In Victoria, most cab drivers do not have access to cover through reputable providers as they are seen as risky to insure.

They rely on taxi clubs that purport to offer a limited form of insurance but are largely unregulated.

Community lawyer and report author Lucie O'Brien said drivers, many of whom are recent arrivals to Australia, are told by taxi owners they have to pay a certain amount each week or shift for insurance through a taxi club.

"What they find is when they have an accident the taxi club ... will refuse to cover them for any damage to third party cars," Ms O'Brien said.

Cabbies are often told they have to pay excesses of about $1500 but find years later they are being sued by the insurance company of the other driver in the accident.

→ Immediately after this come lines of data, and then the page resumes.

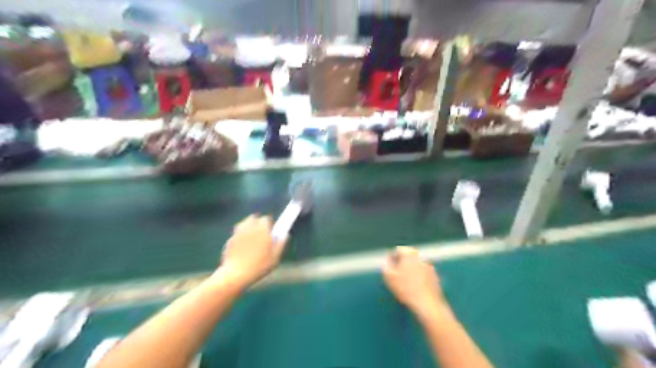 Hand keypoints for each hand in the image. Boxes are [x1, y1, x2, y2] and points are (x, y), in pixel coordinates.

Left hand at [215, 216, 287, 290]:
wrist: (235, 274)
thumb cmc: (258, 267)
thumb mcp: (275, 258)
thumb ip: (281, 244)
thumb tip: (285, 235)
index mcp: (261, 229)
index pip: (266, 219)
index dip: (269, 224)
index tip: (271, 230)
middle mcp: (249, 228)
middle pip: (254, 218)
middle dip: (258, 223)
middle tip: (262, 234)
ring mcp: (237, 233)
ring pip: (244, 224)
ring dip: (249, 228)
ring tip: (252, 239)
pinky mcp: (230, 240)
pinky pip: (237, 234)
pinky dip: (241, 237)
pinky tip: (243, 248)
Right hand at [383, 247, 447, 318]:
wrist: (427, 303)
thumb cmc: (406, 288)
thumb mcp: (389, 277)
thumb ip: (386, 265)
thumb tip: (387, 261)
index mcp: (410, 253)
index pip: (398, 250)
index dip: (391, 259)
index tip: (388, 268)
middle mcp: (421, 256)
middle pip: (408, 256)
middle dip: (401, 263)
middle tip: (396, 274)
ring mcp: (430, 265)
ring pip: (416, 264)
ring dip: (410, 269)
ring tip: (405, 281)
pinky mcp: (435, 275)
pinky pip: (423, 272)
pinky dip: (418, 276)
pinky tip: (414, 286)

Ms O'Brien said one driver was recently sued for $40,000.

"Without a law that makes it compulsory to have proper insurance, as is the case in NSW and the ACT, this problem won't go away," she said.

"If they've got a house they are very much at risk of losing their house.

"They are often at risk of bankruptcy and you are talking about usually pretty recent migrants who don't understand the implications of bankruptcy."

In his draft report into the taxi industry, Professor Allan Fels recommended the government make it compulsory for taxi permit holders to have comprehensive insurance covering third party damage.

He is due to hand his final report to the government later this year.